Developer Tools

Willful Disobedience: Automatically Detecting Failures in Agentic Traces

New AI-powered system analyzes 424 agentic traces to catch procedural errors that outcome-only benchmarks miss.

Deep Dive

Researchers from Microsoft Research and UC Berkeley have introduced AgentPex, a novel AI-powered tool designed to systematically detect failures in AI agent execution histories, known as agentic traces. As AI agents become embedded in real software systems to handle multi-step workflows through dialogue, tool calls, and decisions, their long execution histories make validation challenging. Traditional outcome-only benchmarks often miss critical procedural failures like incorrect workflow routing, unsafe tool usage, or violations of prompt-specified rules. AgentPex addresses this by automatically extracting behavioral rules from agent prompts and system instructions, then using these specifications to evaluate traces for compliance.

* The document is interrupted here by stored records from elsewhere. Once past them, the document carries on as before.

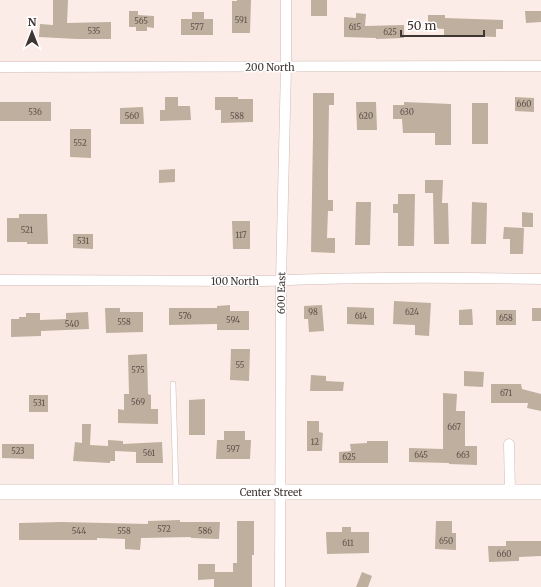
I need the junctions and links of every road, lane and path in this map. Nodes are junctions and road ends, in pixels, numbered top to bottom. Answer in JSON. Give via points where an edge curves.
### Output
{"nodes":[{"id":1,"x":286,"y":0,"type":"edge"},
{"id":2,"x":541,"y":66,"type":"edge"},
{"id":3,"x":0,"y":67,"type":"edge"},
{"id":4,"x":286,"y":67,"type":"junction"},
{"id":5,"x":0,"y":280,"type":"edge"},
{"id":6,"x":541,"y":280,"type":"edge"},
{"id":7,"x":281,"y":281,"type":"junction"},
{"id":8,"x":173,"y":384,"type":"dead end"},
{"id":9,"x":509,"y":444,"type":"dead end"},
{"id":10,"x":0,"y":492,"type":"edge"},
{"id":11,"x":176,"y":492,"type":"junction"},
{"id":12,"x":280,"y":492,"type":"junction"},
{"id":13,"x":510,"y":492,"type":"junction"},
{"id":14,"x":541,"y":492,"type":"edge"},
{"id":15,"x":280,"y":587,"type":"edge"}],
"edges":[{"from":1,"to":4,"type":"street","name":"600 East"},
{"from":2,"to":4,"type":"street","name":"200 North"},
{"from":3,"to":4,"type":"street","name":"200 North"},
{"from":4,"to":7,"type":"street","name":"600 East"},
{"from":5,"to":7,"type":"street","name":"100 North"},
{"from":6,"to":7,"type":"street","name":"100 North","via":[[480,278]]},
{"from":7,"to":12,"type":"street","name":"600 East"},
{"from":8,"to":11,"type":"lane"},
{"from":9,"to":13,"type":"street"},
{"from":10,"to":11,"type":"street","name":"Center Street"},
{"from":11,"to":12,"type":"street","name":"Center Street"},
{"from":12,"to":13,"type":"street","name":"Center Street"},
{"from":12,"to":15,"type":"street","name":"600 East"},
{"from":13,"to":14,"type":"street","name":"Center Street"}]}
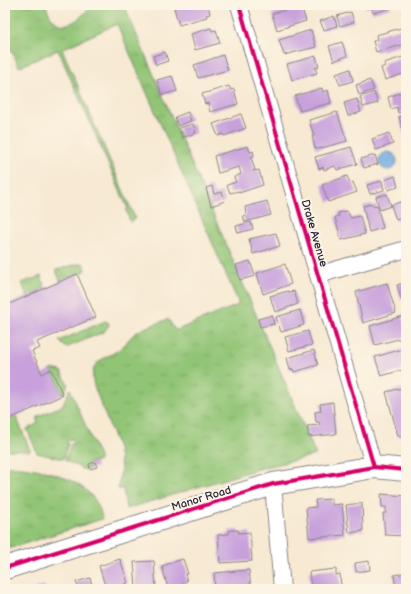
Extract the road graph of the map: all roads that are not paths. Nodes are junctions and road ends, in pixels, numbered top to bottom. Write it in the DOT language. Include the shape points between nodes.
graph roads {
  1 [pos="239,5"];
  2 [pos="406,249"];
  3 [pos="318,275"];
  4 [pos="374,467"];
  5 [pos="406,470"];
  6 [pos="273,484"];
  7 [pos="5,568"];
  8 [pos="282,589"];
  1 -- 3 [label="street, Drake Avenue"];
  2 -- 3 [label="street"];
  3 -- 4 [label="street, Drake Avenue"];
  4 -- 5 [label="street, Manor Road"];
  4 -- 6 [label="street, Manor Road"];
  6 -- 7 [label="street, Manor Road"];
  6 -- 8 [label="street"];
}
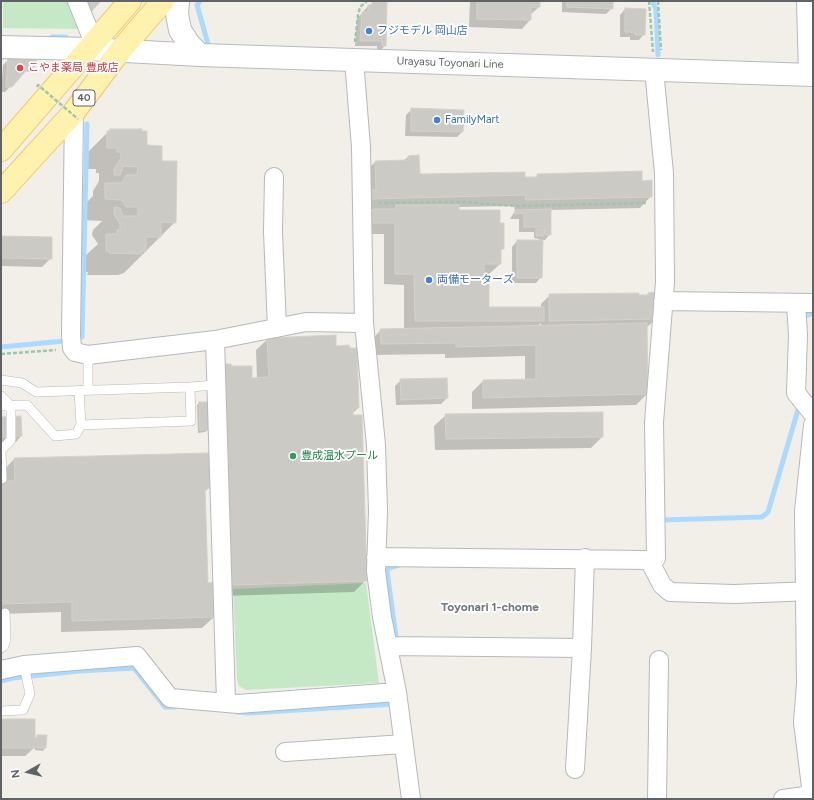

The team evaluated AgentPex on 424 agentic traces from the τ²-bench benchmark across customer service domains including telecom, retail, and airlines. Their results demonstrate that AgentPex effectively distinguishes agent behavior across different AI models and surfaces specification violations that outcome-only scoring fails to capture. The tool provides fine-grained analysis by domain and metric, allowing developers to understand agent strengths and weaknesses systematically. This represents a significant advancement in AI agent testing, moving beyond simple pass/fail metrics to detailed procedural analysis that can improve agent reliability and safety in production environments.

Key Points
  • AgentPex analyzes 424 agentic traces from τ²-bench across telecom, retail, and airline domains
  • The tool extracts behavioral rules from prompts to detect procedural failures traditional benchmarks miss
  • Provides fine-grained analysis enabling developers to debug agent behavior at scale

Why It Matters

Enables systematic testing of AI agents in production systems, catching dangerous procedural errors before they cause real-world harm.